Washington veut tourner sa défaite en Ukraine en une victoire pour son économie
La crise ukrainienne a été préparée et mise en œuvre par les
Occidentaux, elle a pris la forme d’un coup d’État sur fond de violences
télévisées. La Russie y a répondu avec habileté, suivant la stratégie
de Sun Tzu, prenant la Crimée sans combattre et laissant les problèmes
du pays, économiques et politiques, à ses adversaires. Malgré les
rodomontades de Bruxelles et de Washington, les Occidentaux ne joueront
pas de second coup et ne prendront aucune sanction économique
significative contre Moscou : L’Union européenne exporte 7 % de sa
production vers la Russie (123 milliards d’euros en machines outils,
automobiles, produits chimiques…) et importe 12 % de ses biens (215
milliards d’euros principalement en hydrocarbures). Le Royaume-Uni,
l’Allemagne, l’Italie, les Pays-Bas, la Pologne et la France seraient
particulièrement touchés. La City est largement financée par des avoirs
russes qui sont en train de s’évaporer, comme l’a montré une note
interne de Downing Street photographiée par la presse britannique. Des
sociétés comme BP, Shell, Eni, Volkswagen, Continental, Siemens,
Deutsche Telecom, Reiffsen, Unicrédit —et certainement bien d’autres—
seraient coulées. Aux États-Unis, la situation est meilleure, mais
certaines multinationales, comme la seconde entreprise du pays, Exxon,
ont des avoirs considérables en Russie.
Quoi qu’il en soit, Washington tient un discours très vigoureux qui
l’obligera à réagir. Tout se passe comme si le coup d’État avait été
préparé par les radicaux du régime (Victoria Nuland, John McCain…) et
avait embarrassé initialement le président Obama, mais qu’il lui offrait
une occasion inespérée de résoudre sa crise économique au détriment de
ses alliés : les troubles en Ukraine, s’ils se généralisent au plan
économique ou politique en Europe, pousseront les capitaux actuellement
basés sur le vieux continent vers Wall Street. Ce serait l’application à
la fois de la doctrine Wolfowitz de 1992 (empêcher que l’Union
européenne ne devienne un potentiel compétiteur des États-Unis) et de la
théorie de Christina Romer de 2009 (sauver l’économie US par une
absorption des capitaux européens comme à la fin de la crise de 1929).
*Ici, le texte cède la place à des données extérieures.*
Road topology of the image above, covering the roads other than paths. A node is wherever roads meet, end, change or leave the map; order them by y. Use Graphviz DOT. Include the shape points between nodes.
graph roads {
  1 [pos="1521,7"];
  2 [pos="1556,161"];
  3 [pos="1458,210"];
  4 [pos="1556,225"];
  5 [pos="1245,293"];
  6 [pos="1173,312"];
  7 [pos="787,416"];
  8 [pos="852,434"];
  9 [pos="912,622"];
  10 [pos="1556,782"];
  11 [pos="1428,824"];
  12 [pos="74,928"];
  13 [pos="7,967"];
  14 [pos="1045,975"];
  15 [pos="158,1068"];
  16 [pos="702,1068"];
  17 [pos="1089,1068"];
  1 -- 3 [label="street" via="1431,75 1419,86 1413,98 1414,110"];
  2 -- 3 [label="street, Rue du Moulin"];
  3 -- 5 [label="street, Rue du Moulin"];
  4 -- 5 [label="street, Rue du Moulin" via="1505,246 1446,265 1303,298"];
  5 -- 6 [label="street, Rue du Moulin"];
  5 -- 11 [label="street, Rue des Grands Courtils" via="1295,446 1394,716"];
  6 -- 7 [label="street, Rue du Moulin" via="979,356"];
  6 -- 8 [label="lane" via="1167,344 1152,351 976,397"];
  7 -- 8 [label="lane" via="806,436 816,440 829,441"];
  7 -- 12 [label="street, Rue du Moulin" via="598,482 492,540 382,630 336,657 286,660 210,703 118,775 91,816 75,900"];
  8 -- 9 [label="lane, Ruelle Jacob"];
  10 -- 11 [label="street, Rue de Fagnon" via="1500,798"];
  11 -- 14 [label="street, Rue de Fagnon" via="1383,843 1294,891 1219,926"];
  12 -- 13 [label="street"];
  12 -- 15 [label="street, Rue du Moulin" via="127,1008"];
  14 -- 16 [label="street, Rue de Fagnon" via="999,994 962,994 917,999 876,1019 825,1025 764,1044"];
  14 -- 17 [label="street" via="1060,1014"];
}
C’est pourquoi on doit s’attendre à un gel des relations diplomatiques
entre Washington et Moscou, en apparence tout au moins, et à une
possible récession en Europe en 2014.
Dans ces conditions, on ne voit pas comment l’accord sur la paix
générale au Proche-Orient pourrait être mis en œuvre, alors que chaque
pièce de l’échiquier était sur le point de trouver sa place. D’ores et
déjà, le projet de Genève 3 pour la Syrie est interrompu sine die.
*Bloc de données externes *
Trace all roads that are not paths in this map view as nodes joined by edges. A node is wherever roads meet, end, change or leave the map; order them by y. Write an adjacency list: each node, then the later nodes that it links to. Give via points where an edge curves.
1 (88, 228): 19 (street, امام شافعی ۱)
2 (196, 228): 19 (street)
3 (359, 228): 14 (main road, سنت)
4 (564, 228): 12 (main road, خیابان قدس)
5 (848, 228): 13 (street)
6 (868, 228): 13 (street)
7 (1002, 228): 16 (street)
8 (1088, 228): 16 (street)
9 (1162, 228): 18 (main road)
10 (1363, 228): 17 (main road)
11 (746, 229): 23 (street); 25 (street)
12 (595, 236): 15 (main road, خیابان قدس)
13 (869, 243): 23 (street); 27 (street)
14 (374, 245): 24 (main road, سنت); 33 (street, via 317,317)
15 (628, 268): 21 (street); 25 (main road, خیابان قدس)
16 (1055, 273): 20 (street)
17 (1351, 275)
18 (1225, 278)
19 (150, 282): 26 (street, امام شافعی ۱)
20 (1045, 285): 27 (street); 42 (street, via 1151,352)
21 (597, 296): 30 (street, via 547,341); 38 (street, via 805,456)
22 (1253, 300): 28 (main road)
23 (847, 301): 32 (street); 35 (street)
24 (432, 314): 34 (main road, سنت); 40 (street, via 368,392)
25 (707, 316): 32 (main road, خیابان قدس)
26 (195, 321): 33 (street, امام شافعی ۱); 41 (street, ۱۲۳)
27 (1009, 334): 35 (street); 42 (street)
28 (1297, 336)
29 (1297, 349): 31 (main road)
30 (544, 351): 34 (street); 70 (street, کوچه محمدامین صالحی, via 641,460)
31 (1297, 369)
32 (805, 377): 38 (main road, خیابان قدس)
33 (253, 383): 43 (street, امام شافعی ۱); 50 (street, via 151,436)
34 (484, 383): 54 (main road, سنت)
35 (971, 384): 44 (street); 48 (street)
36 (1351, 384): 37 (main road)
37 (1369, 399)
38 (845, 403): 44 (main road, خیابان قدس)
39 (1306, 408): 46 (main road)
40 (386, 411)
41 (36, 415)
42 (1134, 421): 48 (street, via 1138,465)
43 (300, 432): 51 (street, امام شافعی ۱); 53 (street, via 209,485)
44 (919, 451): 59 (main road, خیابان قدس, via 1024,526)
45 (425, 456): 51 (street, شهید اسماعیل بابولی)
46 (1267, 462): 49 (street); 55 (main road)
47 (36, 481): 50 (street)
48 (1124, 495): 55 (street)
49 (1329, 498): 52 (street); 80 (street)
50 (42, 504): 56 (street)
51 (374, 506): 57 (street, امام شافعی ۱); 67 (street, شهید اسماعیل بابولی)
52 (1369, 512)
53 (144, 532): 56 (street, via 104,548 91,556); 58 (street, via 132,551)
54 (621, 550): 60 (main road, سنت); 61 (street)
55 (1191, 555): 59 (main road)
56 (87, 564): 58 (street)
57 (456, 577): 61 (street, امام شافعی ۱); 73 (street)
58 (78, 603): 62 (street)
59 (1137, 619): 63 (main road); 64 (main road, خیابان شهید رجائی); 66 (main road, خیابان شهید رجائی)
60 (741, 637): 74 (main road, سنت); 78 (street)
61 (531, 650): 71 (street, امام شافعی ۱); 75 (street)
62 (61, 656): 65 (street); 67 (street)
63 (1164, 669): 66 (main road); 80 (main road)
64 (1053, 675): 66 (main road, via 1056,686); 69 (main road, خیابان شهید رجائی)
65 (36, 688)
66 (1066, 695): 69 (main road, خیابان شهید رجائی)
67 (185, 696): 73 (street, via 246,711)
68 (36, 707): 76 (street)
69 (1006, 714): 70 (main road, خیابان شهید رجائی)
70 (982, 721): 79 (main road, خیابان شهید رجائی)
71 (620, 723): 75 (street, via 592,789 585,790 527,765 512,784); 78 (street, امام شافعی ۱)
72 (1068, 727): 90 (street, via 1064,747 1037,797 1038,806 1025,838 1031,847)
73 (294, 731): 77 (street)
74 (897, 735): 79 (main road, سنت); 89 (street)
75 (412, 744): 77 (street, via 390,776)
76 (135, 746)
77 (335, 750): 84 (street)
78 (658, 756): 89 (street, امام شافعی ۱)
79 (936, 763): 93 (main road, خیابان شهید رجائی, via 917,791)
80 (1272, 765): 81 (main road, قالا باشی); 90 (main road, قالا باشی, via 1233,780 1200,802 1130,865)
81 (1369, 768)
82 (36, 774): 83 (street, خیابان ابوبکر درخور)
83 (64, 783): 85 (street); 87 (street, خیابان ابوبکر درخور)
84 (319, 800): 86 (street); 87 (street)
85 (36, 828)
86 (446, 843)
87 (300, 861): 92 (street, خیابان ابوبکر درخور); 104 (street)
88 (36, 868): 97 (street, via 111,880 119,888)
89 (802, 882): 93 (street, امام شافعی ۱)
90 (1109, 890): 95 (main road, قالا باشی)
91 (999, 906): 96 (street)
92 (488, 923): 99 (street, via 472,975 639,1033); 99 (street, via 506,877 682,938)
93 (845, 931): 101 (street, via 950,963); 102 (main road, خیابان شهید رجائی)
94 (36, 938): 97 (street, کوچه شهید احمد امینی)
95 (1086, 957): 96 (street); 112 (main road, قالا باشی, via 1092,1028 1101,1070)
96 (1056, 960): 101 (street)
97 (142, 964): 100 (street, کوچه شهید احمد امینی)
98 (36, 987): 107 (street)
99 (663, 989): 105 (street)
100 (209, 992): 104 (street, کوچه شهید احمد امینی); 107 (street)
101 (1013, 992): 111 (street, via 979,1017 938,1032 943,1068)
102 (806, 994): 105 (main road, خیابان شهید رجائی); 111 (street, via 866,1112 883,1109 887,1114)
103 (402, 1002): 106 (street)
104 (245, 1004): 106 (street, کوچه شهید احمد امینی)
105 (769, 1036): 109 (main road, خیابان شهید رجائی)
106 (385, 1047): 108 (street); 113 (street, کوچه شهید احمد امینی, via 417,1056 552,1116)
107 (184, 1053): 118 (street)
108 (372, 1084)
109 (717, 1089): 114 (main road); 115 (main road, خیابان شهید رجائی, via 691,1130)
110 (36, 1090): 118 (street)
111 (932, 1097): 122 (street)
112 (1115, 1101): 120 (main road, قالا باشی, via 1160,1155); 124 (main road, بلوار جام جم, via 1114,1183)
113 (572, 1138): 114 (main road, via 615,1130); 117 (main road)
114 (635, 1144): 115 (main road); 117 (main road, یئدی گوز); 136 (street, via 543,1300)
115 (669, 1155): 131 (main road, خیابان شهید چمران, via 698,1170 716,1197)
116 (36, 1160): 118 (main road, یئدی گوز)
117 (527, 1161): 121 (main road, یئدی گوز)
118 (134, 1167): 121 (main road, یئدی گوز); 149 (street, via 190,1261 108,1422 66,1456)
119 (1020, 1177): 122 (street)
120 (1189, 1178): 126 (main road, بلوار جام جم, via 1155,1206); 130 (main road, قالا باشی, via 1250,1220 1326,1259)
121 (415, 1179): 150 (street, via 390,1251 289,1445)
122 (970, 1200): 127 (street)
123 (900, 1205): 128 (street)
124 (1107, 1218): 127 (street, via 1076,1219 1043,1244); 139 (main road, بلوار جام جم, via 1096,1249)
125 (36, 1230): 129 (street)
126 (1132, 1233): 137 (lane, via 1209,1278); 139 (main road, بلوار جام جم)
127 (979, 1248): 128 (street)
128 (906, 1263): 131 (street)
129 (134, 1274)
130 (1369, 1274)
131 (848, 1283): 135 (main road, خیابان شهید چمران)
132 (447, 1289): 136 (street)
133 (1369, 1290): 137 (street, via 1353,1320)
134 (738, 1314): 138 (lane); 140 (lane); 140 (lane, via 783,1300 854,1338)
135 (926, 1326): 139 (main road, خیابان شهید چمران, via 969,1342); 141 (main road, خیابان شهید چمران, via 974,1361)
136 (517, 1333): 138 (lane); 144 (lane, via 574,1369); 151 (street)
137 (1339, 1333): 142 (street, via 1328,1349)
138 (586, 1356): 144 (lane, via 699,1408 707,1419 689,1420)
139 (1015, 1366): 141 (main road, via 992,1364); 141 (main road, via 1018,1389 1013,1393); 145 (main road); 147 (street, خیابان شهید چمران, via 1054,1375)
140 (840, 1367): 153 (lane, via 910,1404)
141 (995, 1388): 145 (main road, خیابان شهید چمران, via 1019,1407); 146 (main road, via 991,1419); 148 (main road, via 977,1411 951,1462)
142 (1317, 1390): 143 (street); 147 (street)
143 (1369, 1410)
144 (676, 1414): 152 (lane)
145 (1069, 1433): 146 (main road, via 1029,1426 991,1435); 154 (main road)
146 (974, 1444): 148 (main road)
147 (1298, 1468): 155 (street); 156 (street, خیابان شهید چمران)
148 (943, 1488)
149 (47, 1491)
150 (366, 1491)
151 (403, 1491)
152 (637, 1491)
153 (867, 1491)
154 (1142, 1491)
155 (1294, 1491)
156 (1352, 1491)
Tandis que celui de « paix » israélo-palestinienne, qui avait avancé
avec le retour de Mohamed Dahlan, a été torpillé par la Ligue arabe qui
s’oppose —pour le moment—à la reconnaissance d’Israël comme « État
juif ».
Les États du Golfe se déchirent à propos des Frères musulmans
Autre élément nouveau : la guerre secrète que se livrent désormais
entre eux les États du Golfe. Le Qatar a soutenu une tentative de coup
d’État des Frères musulmans aux Émirats, en novembre. Les Émirats,
l’Arabie saoudite et le Bahreïn viennent de suspendre leurs relations
diplomatiques avec le Qatar et les Saoudiens ont commandité un attentat à
Doha. Le Qatar ne semble pas prêt à abandonner les Frères musulmans
pour le triomphe de qui Washington avait organisé les « printemps
arabes », avant de les laisser tomber.
La politique des États du Golfe est devenue un invraisemblable sac de
nœuds dans la mesure où des monarques d’opérette mélangent leurs
intérêts étatiques avec leurs ambitions personnelles et leurs affinités
mondaines. Oubliés les anathèmes entre le
Serviteur-des-deux-saintes-mosquées et le Guide de la révolution
iranienne, qui négocient leur réconciliation, la querelle du jour tourne
autour des Frères musulmans considérés non comme un courant
idéologique, mais comme une carte à jouer.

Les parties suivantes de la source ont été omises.